US scientists have modelled how a 1930s-like "dustbowl" drought might impact American agriculture today, and found it to be just as damaging. A repeat of 1930s weather today would lead to a 40% loss in maize production. In a 2-degree warmer world, it becomes a 65% reduction, the team projects.

"And what we see at higher temperatures is that these crops - maize and also soy - are so sensitive that an average year come mid-century could be as bad as 1936, even with normal precipitation," explained Joshua Elliott, from the University of Chicago's Computation Institute.
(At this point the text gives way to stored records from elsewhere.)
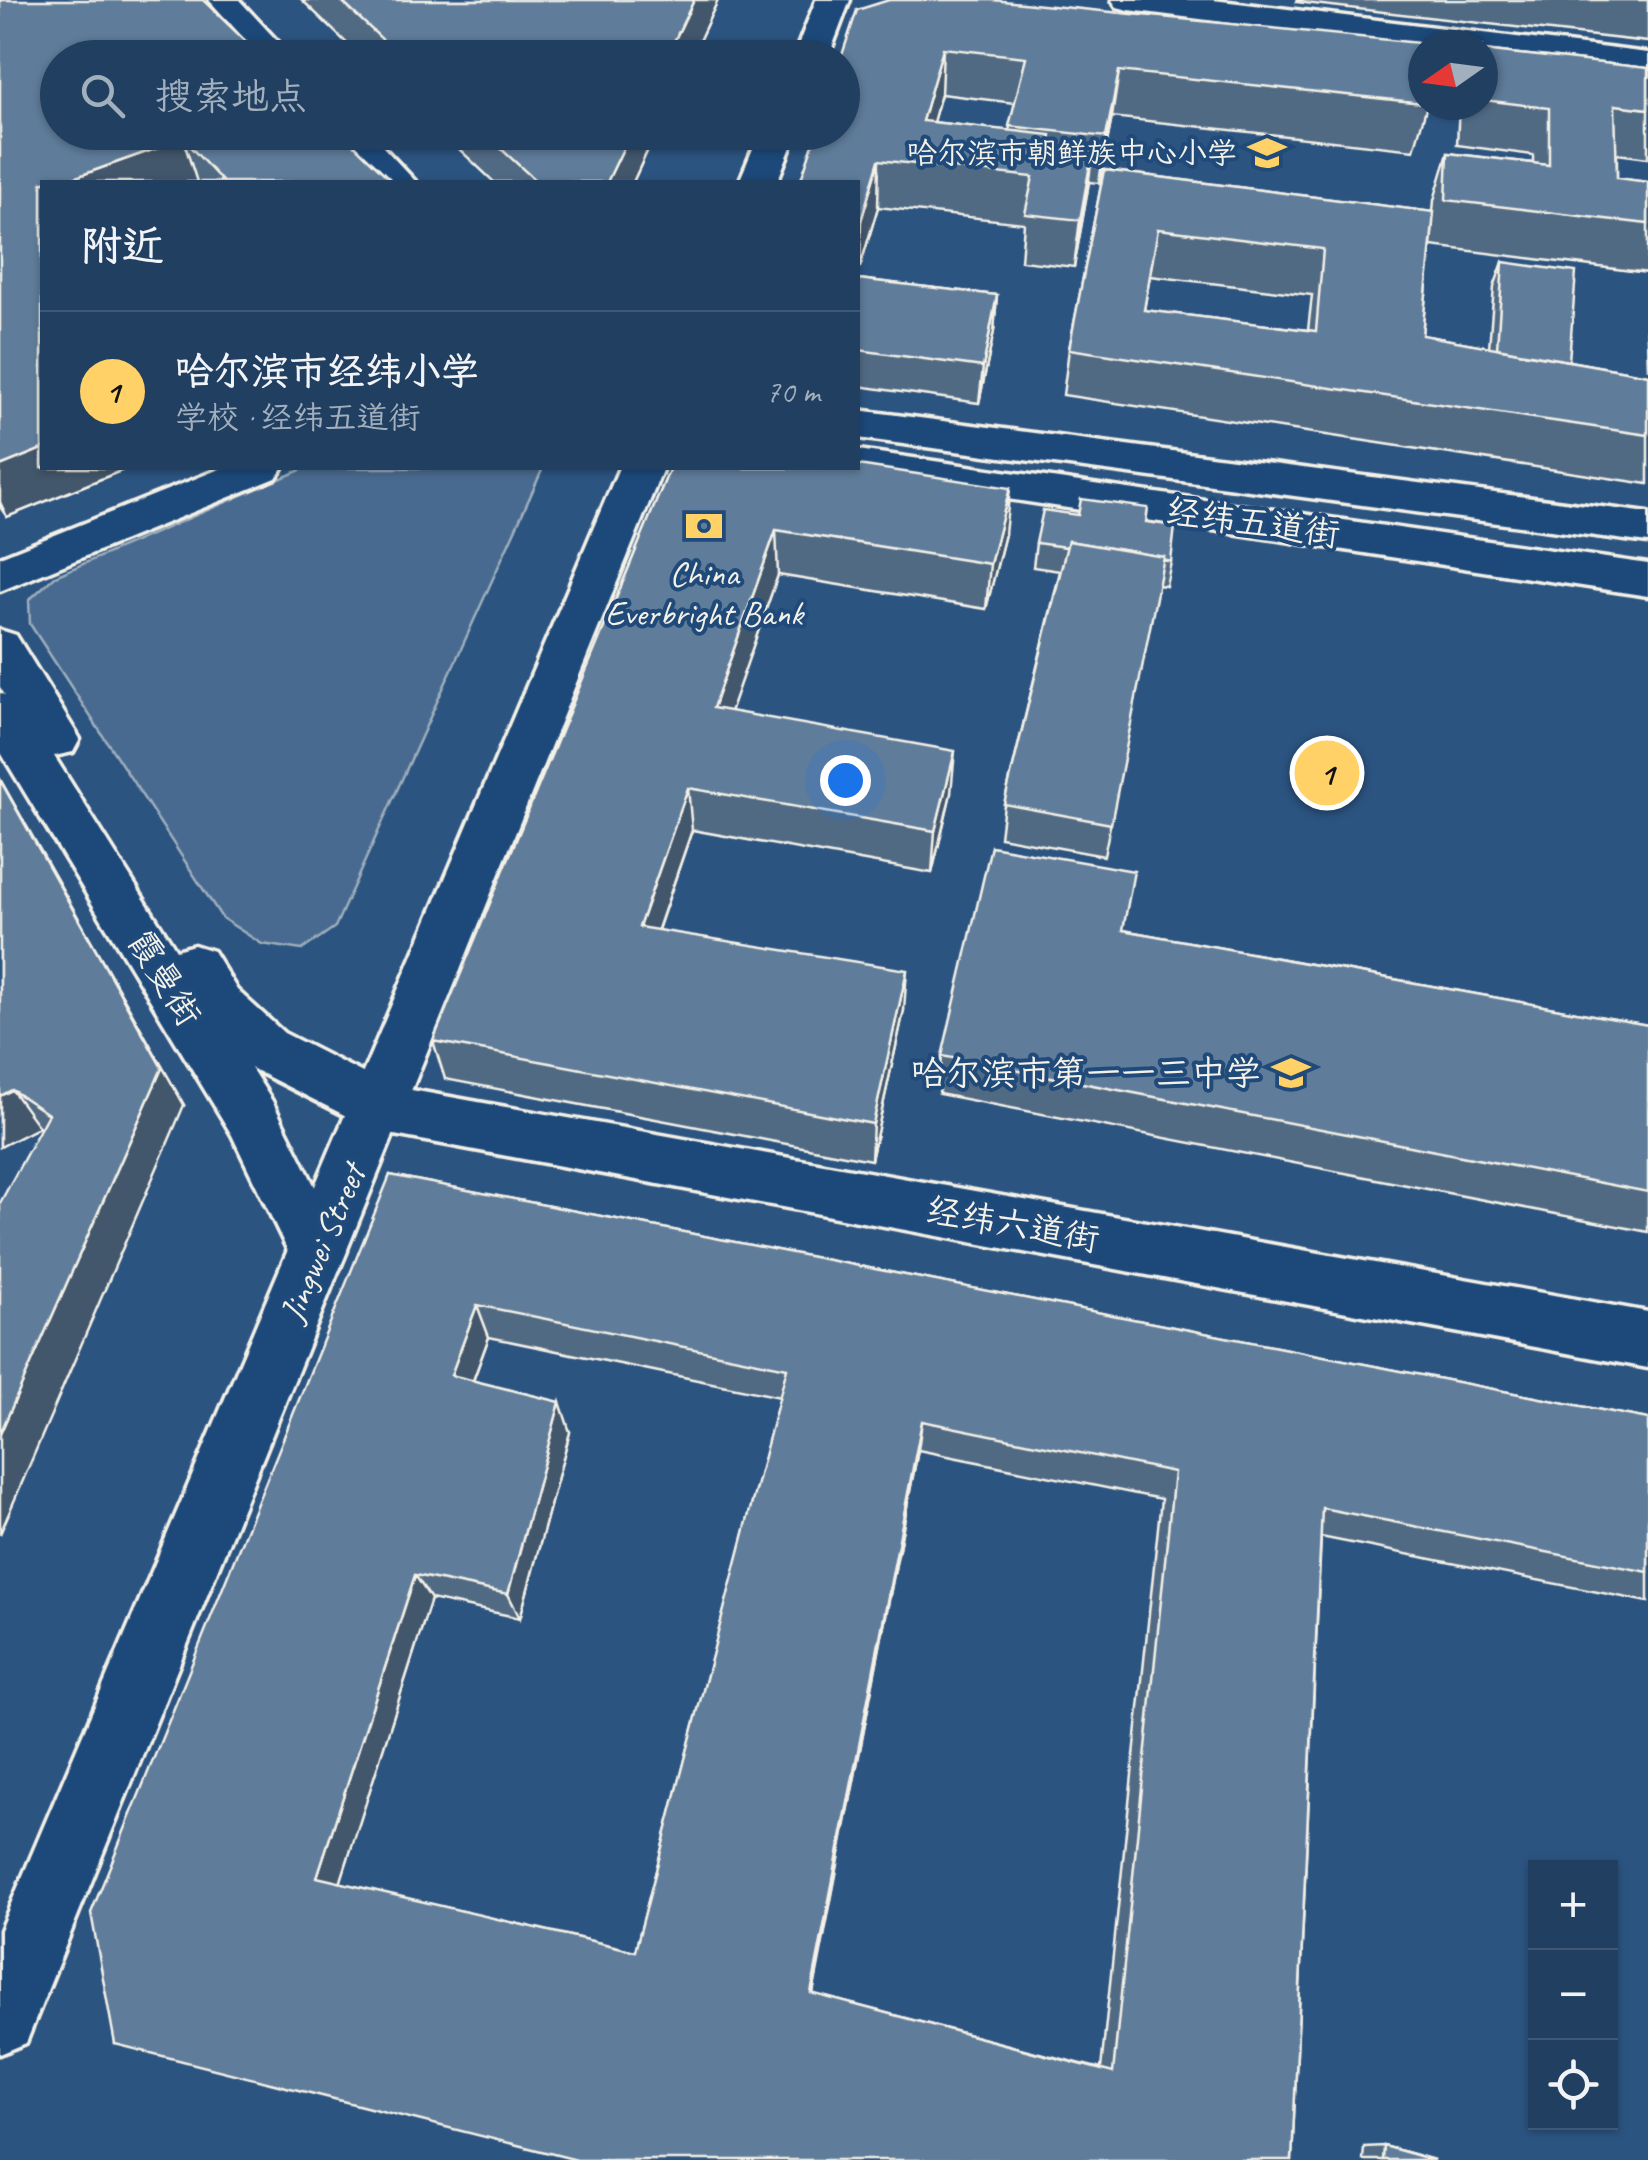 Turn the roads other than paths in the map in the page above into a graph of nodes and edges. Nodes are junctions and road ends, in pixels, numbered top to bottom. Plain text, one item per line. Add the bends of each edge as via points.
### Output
1 (223, 0) edge
2 (833, 0) edge
3 (1129, 0) edge
4 (262, 40) edge
5 (817, 40) edge
6 (1648, 64) edge
7 (370, 150) edge
8 (771, 150) edge
9 (399, 180) edge
10 (759, 180) edge
11 (860, 424) edge
12 (860, 464) edge
13 (256, 470) edge
14 (640, 470) edge
15 (1648, 528) edge
16 (0, 575) edge
17 (1648, 580) edge
18 (0, 647) edge
19 (0, 711) edge
20 (378, 1108) junction
21 (318, 1251) junction
22 (1648, 1340) edge
23 (0, 2017) edge

1 - 4 street
2 - 5 main road
3 - 6 main road
7 - 9 street
8 - 10 main road
11 - 15 main road, 经纬五道街
12 - 17 main road, 经纬五道街
13 - 16 main road
14 - 20 main road, Jingwei Street
18 - 20 main road, 霞曼街 via 218,1006 265,1049
19 - 21 main road, 霞曼街 via 252,1118
20 - 21 main road, Jingwei Street
20 - 22 main road, 经纬六道街
21 - 23 main road, Jingwei Street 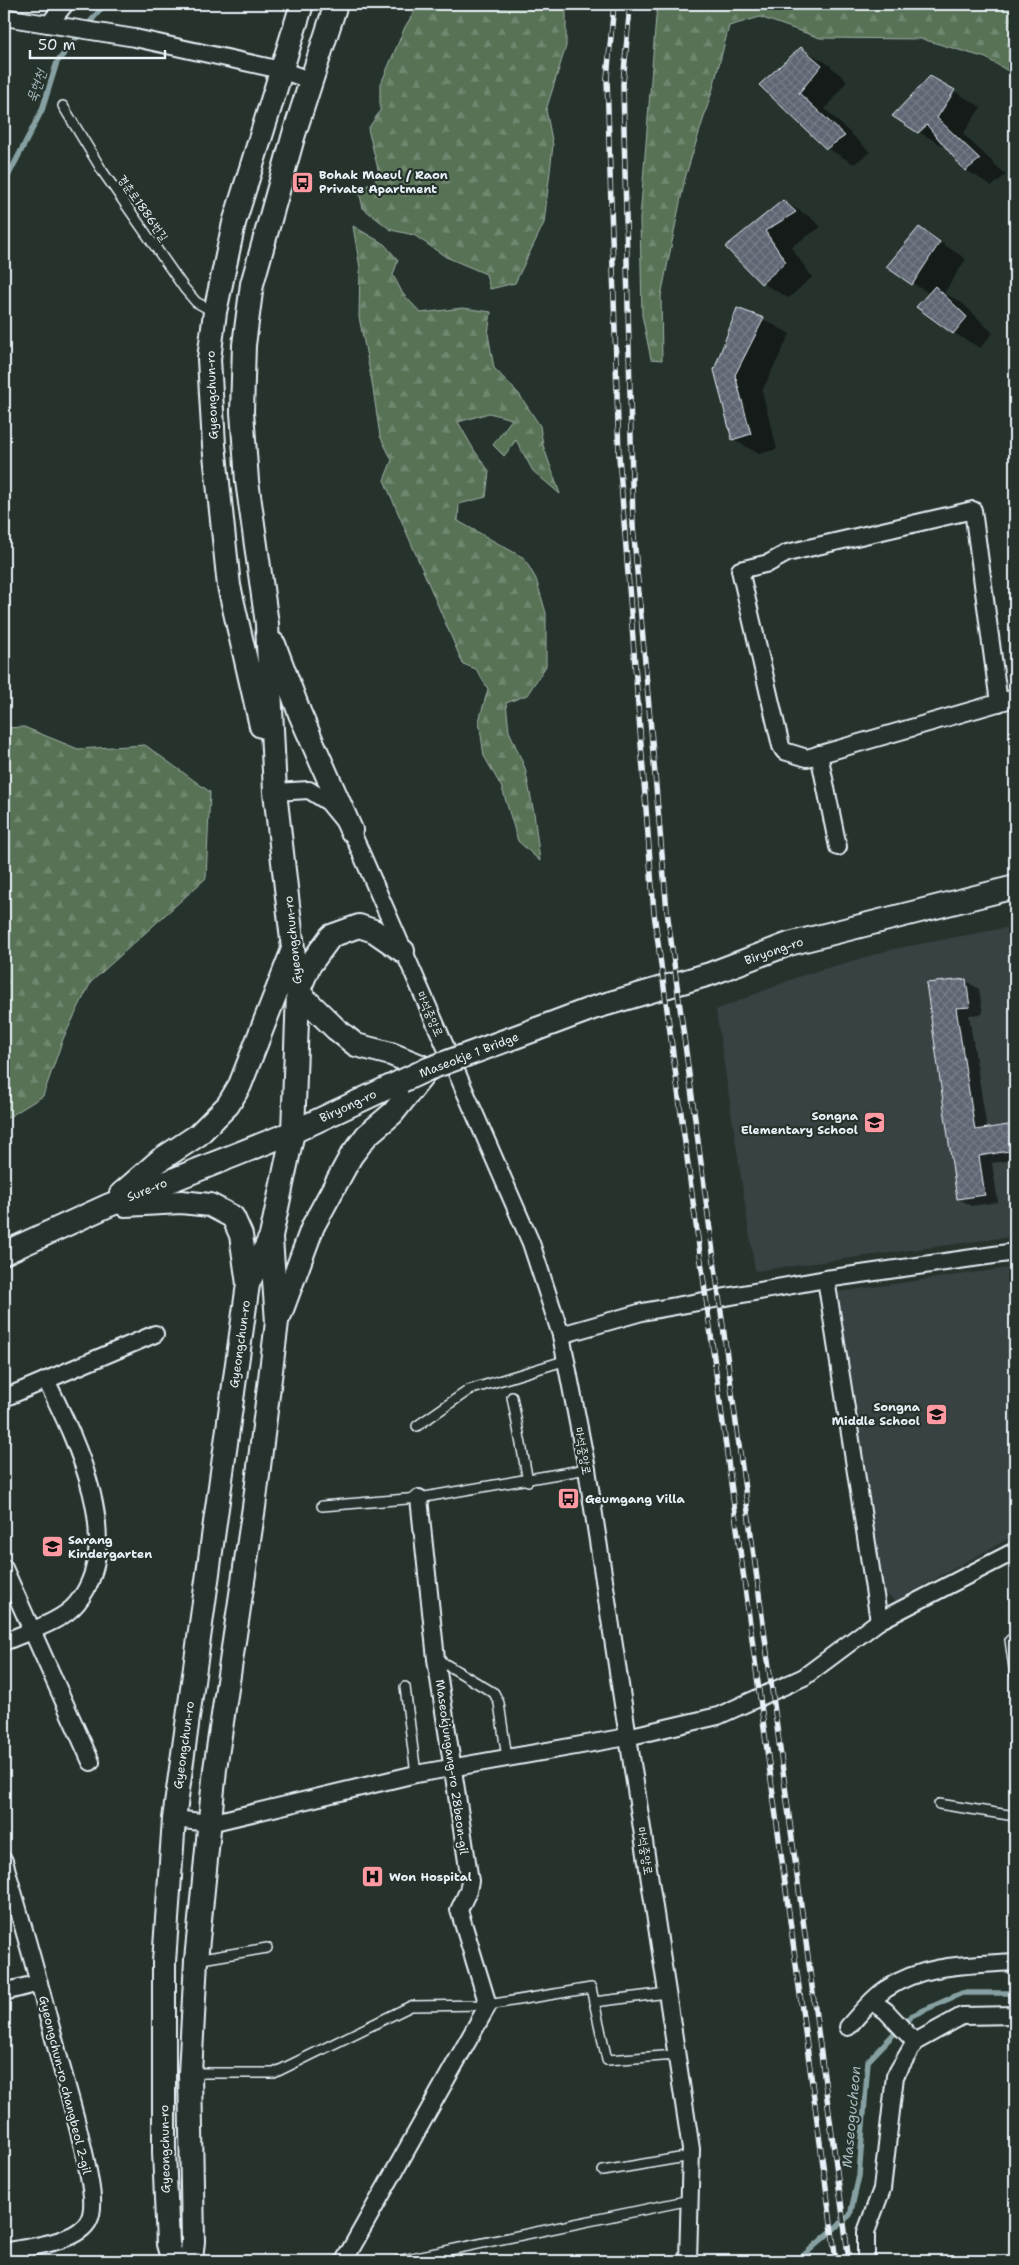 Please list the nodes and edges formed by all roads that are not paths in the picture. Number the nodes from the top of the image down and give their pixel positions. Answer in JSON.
{"nodes":[{"id":1,"x":65,"y":4,"type":"edge"},
{"id":2,"x":302,"y":4,"type":"edge"},
{"id":3,"x":336,"y":4,"type":"edge"},
{"id":4,"x":4,"y":17,"type":"edge"},
{"id":5,"x":56,"y":25,"type":"junction"},
{"id":6,"x":281,"y":70,"type":"junction"},
{"id":7,"x":312,"y":81,"type":"junction"},
{"id":8,"x":64,"y":106,"type":"dead end"},
{"id":9,"x":215,"y":312,"type":"junction"},
{"id":10,"x":267,"y":624,"type":"junction"},
{"id":11,"x":1015,"y":698,"type":"edge"},
{"id":12,"x":999,"y":703,"type":"junction"},
{"id":13,"x":819,"y":754,"type":"junction"},
{"id":14,"x":275,"y":792,"type":"junction"},
{"id":15,"x":351,"y":830,"type":"junction"},
{"id":16,"x":838,"y":847,"type":"dead end"},
{"id":17,"x":1015,"y":887,"type":"edge"},
{"id":18,"x":294,"y":946,"type":"junction"},
{"id":19,"x":403,"y":952,"type":"junction"},
{"id":20,"x":298,"y":992,"type":"junction"},
{"id":21,"x":536,"y":1029,"type":"joint"},
{"id":22,"x":428,"y":1069,"type":"junction"},
{"id":23,"x":402,"y":1081,"type":"joint"},
{"id":24,"x":293,"y":1132,"type":"junction"},
{"id":25,"x":107,"y":1206,"type":"junction"},
{"id":26,"x":271,"y":1236,"type":"junction"},
{"id":27,"x":1015,"y":1252,"type":"edge"},
{"id":28,"x":4,"y":1254,"type":"edge"},
{"id":29,"x":826,"y":1279,"type":"junction"},
{"id":30,"x":248,"y":1284,"type":"junction"},
{"id":31,"x":277,"y":1322,"type":"junction"},
{"id":32,"x":155,"y":1334,"type":"dead end"},
{"id":33,"x":561,"y":1335,"type":"junction"},
{"id":34,"x":567,"y":1360,"type":"junction"},
{"id":35,"x":46,"y":1380,"type":"junction"},
{"id":36,"x":512,"y":1397,"type":"dead end"},
{"id":37,"x":4,"y":1398,"type":"edge"},
{"id":38,"x":417,"y":1426,"type":"dead end"},
{"id":39,"x":587,"y":1469,"type":"junction"},
{"id":40,"x":528,"y":1481,"type":"junction"},
{"id":41,"x":419,"y":1498,"type":"junction"},
{"id":42,"x":322,"y":1506,"type":"dead end"},
{"id":43,"x":1015,"y":1550,"type":"edge"},
{"id":44,"x":4,"y":1568,"type":"edge"},
{"id":45,"x":879,"y":1622,"type":"junction"},
{"id":46,"x":31,"y":1630,"type":"junction"},
{"id":47,"x":1010,"y":1640,"type":"dead end"},
{"id":48,"x":4,"y":1642,"type":"edge"},
{"id":49,"x":436,"y":1659,"type":"junction"},
{"id":50,"x":1015,"y":1675,"type":"edge"},
{"id":51,"x":405,"y":1687,"type":"dead end"},
{"id":52,"x":627,"y":1737,"type":"junction"},
{"id":53,"x":508,"y":1758,"type":"junction"},
{"id":54,"x":91,"y":1762,"type":"dead end"},
{"id":55,"x":452,"y":1768,"type":"junction"},
{"id":56,"x":416,"y":1774,"type":"junction"},
{"id":57,"x":939,"y":1804,"type":"dead end"},
{"id":58,"x":1015,"y":1816,"type":"edge"},
{"id":59,"x":174,"y":1819,"type":"junction"},
{"id":60,"x":210,"y":1824,"type":"junction"},
{"id":61,"x":4,"y":1861,"type":"edge"},
{"id":62,"x":267,"y":1948,"type":"dead end"},
{"id":63,"x":196,"y":1960,"type":"junction"},
{"id":64,"x":1015,"y":1962,"type":"edge"},
{"id":65,"x":39,"y":1983,"type":"junction"},
{"id":66,"x":4,"y":1992,"type":"edge"},
{"id":67,"x":667,"y":1993,"type":"junction"},
{"id":68,"x":594,"y":2002,"type":"junction"},
{"id":69,"x":872,"y":2002,"type":"junction"},
{"id":70,"x":488,"y":2005,"type":"junction"},
{"id":71,"x":1015,"y":2015,"type":"edge"},
{"id":72,"x":848,"y":2027,"type":"dead end"},
{"id":73,"x":912,"y":2038,"type":"junction"},
{"id":74,"x":676,"y":2055,"type":"junction"},
{"id":75,"x":190,"y":2073,"type":"junction"},
{"id":76,"x":691,"y":2156,"type":"junction"},
{"id":77,"x":603,"y":2171,"type":"dead end"},
{"id":78,"x":690,"y":2200,"type":"junction"},
{"id":79,"x":4,"y":2252,"type":"edge"},
{"id":80,"x":346,"y":2260,"type":"edge"},
{"id":81,"x":173,"y":2261,"type":"edge"},
{"id":82,"x":191,"y":2261,"type":"edge"},
{"id":83,"x":396,"y":2261,"type":"edge"},
{"id":84,"x":688,"y":2261,"type":"edge"},
{"id":85,"x":866,"y":2261,"type":"edge"}],
"edges":[{"from":1,"to":5,"type":"street"},
{"from":2,"to":6,"type":"street","name":"Gyeongchun-ro"},
{"from":3,"to":7,"type":"street","name":"Gyeongchun-ro"},
{"from":4,"to":5,"type":"street"},
{"from":5,"to":6,"type":"street"},
{"from":6,"to":7,"type":"street"},
{"from":6,"to":9,"type":"street","name":"Gyeongchun-ro"},
{"from":7,"to":10,"type":"street","name":"Gyeongchun-ro"},
{"from":8,"to":9,"type":"lane","name":"경춘로1886번길"},
{"from":9,"to":14,"type":"street","name":"Gyeongchun-ro"},
{"from":10,"to":14,"type":"street","name":"Gyeongchun-ro"},
{"from":10,"to":15,"type":"street"},
{"from":11,"to":12,"type":"street"},
{"from":12,"to":13,"type":"street"},
{"from":12,"to":13,"type":"street"},
{"from":13,"to":16,"type":"street"},
{"from":14,"to":15,"type":"street","name":"마석중앙로"},
{"from":14,"to":18,"type":"street","name":"Gyeongchun-ro"},
{"from":15,"to":19,"type":"street","name":"마석중앙로"},
{"from":17,"to":21,"type":"street","name":"Biryong-ro"},
{"from":18,"to":20,"type":"street","name":"Gyeongchun-ro"},
{"from":18,"to":25,"type":"street"},
{"from":19,"to":20,"type":"street"},
{"from":19,"to":33,"type":"street","name":"마석중앙로"},
{"from":20,"to":22,"type":"street"},
{"from":20,"to":24,"type":"street","name":"Gyeongchun-ro"},
{"from":21,"to":22,"type":"street","name":"Maseokje 1 Bridge","bridge":true},
{"from":22,"to":23,"type":"street","name":"Maseokje 1 Bridge","bridge":true},
{"from":22,"to":31,"type":"street"},
{"from":23,"to":24,"type":"street","name":"Biryong-ro"},
{"from":24,"to":25,"type":"street","name":"Sure-ro"},
{"from":24,"to":26,"type":"street","name":"Gyeongchun-ro"},
{"from":25,"to":28,"type":"street","name":"Sure-ro"},
{"from":25,"to":30,"type":"street"},
{"from":26,"to":30,"type":"street","name":"Gyeongchun-ro"},
{"from":26,"to":31,"type":"street","name":"Gyeongchun-ro"},
{"from":27,"to":29,"type":"street"},
{"from":29,"to":33,"type":"street"},
{"from":29,"to":45,"type":"street"},
{"from":30,"to":59,"type":"street","name":"Gyeongchun-ro"},
{"from":31,"to":60,"type":"street","name":"Gyeongchun-ro"},
{"from":32,"to":35,"type":"street"},
{"from":33,"to":34,"type":"street","name":"마석중앙로"},
{"from":34,"to":38,"type":"lane"},
{"from":34,"to":39,"type":"street","name":"마석중앙로"},
{"from":35,"to":37,"type":"street"},
{"from":35,"to":46,"type":"street"},
{"from":36,"to":40,"type":"lane"},
{"from":39,"to":40,"type":"lane"},
{"from":39,"to":52,"type":"street","name":"마석중앙로"},
{"from":40,"to":41,"type":"lane"},
{"from":41,"to":42,"type":"lane"},
{"from":41,"to":49,"type":"street","name":"Maseokjungang-ro 28beon-gil"},
{"from":43,"to":45,"type":"street"},
{"from":44,"to":46,"type":"street"},
{"from":45,"to":52,"type":"street"},
{"from":46,"to":48,"type":"street"},
{"from":46,"to":54,"type":"street"},
{"from":47,"to":50,"type":"lane"},
{"from":49,"to":53,"type":"lane"},
{"from":49,"to":55,"type":"street","name":"Maseokjungang-ro 28beon-gil"},
{"from":51,"to":56,"type":"lane"},
{"from":52,"to":53,"type":"street"},
{"from":52,"to":67,"type":"street","name":"마석중앙로"},
{"from":53,"to":55,"type":"street"},
{"from":55,"to":56,"type":"street"},
{"from":55,"to":70,"type":"street","name":"Maseokjungang-ro 28beon-gil"},
{"from":56,"to":60,"type":"street"},
{"from":57,"to":58,"type":"lane"},
{"from":59,"to":60,"type":"street"},
{"from":59,"to":81,"type":"street","name":"Gyeongchun-ro"},
{"from":60,"to":63,"type":"street","name":"Gyeongchun-ro"},
{"from":61,"to":65,"type":"street","name":"Gyeongchun-ro changbeol 2-gil"},
{"from":62,"to":63,"type":"lane"},
{"from":63,"to":75,"type":"street","name":"Gyeongchun-ro"},
{"from":64,"to":69,"type":"street"},
{"from":65,"to":66,"type":"street"},
{"from":65,"to":79,"type":"street","name":"Gyeongchun-ro changbeol 2-gil"},
{"from":67,"to":68,"type":"lane"},
{"from":67,"to":74,"type":"street","name":"마석중앙로"},
{"from":68,"to":70,"type":"lane"},
{"from":68,"to":74,"type":"lane"},
{"from":69,"to":72,"type":"street"},
{"from":69,"to":73,"type":"street"},
{"from":70,"to":75,"type":"lane"},
{"from":70,"to":80,"type":"street"},
{"from":71,"to":73,"type":"street"},
{"from":73,"to":85,"type":"street"},
{"from":74,"to":76,"type":"street","name":"마석중앙로"},
{"from":75,"to":82,"type":"street","name":"Gyeongchun-ro"},
{"from":76,"to":77,"type":"lane"},
{"from":76,"to":78,"type":"street","name":"마석중앙로"},
{"from":78,"to":83,"type":"lane"},
{"from":78,"to":84,"type":"street","name":"마석중앙로"}]}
Looking at the production of the major grains - rice, wheat, maize and soybeans - the taskforce's scientists found that the chances of a one-in-100-year production disruption was likely to increase to a one-in-30-year event by 2040.  One factor that does not help is the way that production of some of these important crops is highly concentrated. The US, for example, is the leading producer in the world for maize, with most of it grown in just Iowa, Minnesota, Nebraska, and Illinois. But Dr Elliott said this concentration would have to be broken up, that a different and more varied approach would be needed if more extreme weather became the norm in the decades ahead. Maize might be better grown further north than the traditional Midwest states, he suggested. "It's most likely they will have to start growing other crops. "Maybe by mid to late century, Iowa will be known as the cotton state rather than the corn state, because cotton will basically have been eradicated out of much of the southern states because the temperature thresholds will have blown way past what cotton can handle there.


Tim Benton from the UK's Global Food Security Programme said  "Rather than seeing bad years as something that's rare and unlikely, we should go into each season with an expectation that 'average weather' doesn't exist anymore. It's either too hot, or too wet, or too cold or too dry. An average summer is very difficult to find these days."